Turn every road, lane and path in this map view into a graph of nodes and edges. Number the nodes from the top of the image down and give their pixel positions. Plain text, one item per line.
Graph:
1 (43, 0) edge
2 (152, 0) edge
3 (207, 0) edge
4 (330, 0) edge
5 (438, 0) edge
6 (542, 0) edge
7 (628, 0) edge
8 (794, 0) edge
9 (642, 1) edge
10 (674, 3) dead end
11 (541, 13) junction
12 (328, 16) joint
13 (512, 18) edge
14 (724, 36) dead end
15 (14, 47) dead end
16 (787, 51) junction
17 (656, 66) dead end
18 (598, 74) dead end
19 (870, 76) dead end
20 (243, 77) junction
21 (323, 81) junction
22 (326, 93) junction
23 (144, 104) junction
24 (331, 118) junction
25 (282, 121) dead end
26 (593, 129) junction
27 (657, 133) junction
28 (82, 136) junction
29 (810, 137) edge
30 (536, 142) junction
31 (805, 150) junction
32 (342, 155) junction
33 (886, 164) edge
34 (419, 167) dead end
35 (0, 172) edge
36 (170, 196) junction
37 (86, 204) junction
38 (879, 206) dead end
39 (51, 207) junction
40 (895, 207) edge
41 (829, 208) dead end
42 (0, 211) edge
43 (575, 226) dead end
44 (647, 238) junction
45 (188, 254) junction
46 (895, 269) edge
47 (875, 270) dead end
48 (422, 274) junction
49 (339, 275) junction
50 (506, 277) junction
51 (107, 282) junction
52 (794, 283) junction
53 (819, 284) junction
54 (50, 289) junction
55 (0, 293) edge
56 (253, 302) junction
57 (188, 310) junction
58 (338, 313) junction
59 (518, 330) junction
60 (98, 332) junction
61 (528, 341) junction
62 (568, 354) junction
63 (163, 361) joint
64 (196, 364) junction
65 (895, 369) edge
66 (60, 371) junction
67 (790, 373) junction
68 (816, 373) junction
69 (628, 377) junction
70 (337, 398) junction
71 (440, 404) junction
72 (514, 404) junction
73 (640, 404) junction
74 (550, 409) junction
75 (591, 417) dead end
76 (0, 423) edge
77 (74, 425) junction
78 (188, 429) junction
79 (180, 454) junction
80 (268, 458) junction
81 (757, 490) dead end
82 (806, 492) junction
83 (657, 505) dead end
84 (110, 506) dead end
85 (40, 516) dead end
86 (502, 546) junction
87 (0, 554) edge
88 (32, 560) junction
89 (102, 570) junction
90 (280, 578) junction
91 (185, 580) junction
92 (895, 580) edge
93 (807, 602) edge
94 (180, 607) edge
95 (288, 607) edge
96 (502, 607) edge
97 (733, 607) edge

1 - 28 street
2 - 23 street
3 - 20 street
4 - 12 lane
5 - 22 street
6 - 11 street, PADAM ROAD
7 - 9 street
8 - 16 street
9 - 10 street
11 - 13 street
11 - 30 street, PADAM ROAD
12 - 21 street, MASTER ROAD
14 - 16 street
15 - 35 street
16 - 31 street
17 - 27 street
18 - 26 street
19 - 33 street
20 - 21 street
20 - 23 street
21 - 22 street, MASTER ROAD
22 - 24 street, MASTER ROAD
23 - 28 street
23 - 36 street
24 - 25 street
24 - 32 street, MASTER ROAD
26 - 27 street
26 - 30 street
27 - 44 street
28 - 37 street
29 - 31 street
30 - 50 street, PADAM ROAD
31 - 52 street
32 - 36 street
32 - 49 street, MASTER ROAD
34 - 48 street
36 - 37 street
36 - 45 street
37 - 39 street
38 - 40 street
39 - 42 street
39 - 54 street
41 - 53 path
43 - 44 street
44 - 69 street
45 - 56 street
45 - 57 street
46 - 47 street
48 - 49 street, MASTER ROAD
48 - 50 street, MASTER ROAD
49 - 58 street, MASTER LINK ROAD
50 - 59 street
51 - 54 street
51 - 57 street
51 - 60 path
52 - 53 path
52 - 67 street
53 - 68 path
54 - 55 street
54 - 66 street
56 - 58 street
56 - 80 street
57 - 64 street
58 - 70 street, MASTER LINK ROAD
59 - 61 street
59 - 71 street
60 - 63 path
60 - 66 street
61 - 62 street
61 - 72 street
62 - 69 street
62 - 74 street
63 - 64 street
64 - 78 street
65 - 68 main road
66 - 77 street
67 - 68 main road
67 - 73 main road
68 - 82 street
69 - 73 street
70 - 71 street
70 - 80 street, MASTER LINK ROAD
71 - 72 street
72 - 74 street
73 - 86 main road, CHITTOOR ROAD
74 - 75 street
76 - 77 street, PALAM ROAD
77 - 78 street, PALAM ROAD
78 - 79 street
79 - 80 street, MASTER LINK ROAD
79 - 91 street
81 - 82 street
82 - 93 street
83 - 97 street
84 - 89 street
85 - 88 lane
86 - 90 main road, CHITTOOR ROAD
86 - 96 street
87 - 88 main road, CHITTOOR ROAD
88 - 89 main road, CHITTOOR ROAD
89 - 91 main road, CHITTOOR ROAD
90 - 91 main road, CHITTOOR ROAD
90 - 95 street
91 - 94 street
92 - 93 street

..........

What you will do
Find the lines above that include the string "path" and copy them.

Final answer
Turn every road, lane and path in this map view into a graph of nodes and edges. Number the nodes from the top of the image down and give their pixel positions. Plain text, one item per line.
41 - 53 path
51 - 60 path
52 - 53 path
53 - 68 path
60 - 63 path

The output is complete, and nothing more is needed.